The task: Your answer must be a single number: the count of lines in the records below that include the string "hand".

Stored data:
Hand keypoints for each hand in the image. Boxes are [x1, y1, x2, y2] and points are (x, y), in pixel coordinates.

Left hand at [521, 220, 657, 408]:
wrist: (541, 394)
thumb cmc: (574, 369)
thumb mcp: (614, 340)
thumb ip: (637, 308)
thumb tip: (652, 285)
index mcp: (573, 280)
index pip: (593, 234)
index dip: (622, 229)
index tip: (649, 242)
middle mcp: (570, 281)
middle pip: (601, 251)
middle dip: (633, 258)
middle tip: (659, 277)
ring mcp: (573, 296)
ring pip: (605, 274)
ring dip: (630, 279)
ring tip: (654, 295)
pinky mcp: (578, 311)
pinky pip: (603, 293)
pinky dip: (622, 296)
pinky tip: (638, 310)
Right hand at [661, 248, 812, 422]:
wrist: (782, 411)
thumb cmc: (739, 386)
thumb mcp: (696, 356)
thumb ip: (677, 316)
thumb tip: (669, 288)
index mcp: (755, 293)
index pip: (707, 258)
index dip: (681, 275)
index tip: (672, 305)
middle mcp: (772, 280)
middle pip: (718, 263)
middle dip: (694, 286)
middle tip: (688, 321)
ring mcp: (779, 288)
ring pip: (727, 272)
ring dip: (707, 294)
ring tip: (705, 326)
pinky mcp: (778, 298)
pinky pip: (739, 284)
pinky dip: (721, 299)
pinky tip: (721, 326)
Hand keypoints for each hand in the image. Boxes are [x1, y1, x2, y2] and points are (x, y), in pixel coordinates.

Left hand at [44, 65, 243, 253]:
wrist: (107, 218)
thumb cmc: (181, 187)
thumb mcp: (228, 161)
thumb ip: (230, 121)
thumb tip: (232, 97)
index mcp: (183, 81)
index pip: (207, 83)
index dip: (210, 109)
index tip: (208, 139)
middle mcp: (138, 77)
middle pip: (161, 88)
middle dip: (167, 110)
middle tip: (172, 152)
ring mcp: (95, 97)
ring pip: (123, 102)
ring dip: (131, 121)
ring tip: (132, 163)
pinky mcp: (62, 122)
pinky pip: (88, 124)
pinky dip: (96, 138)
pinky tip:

Finished task: 5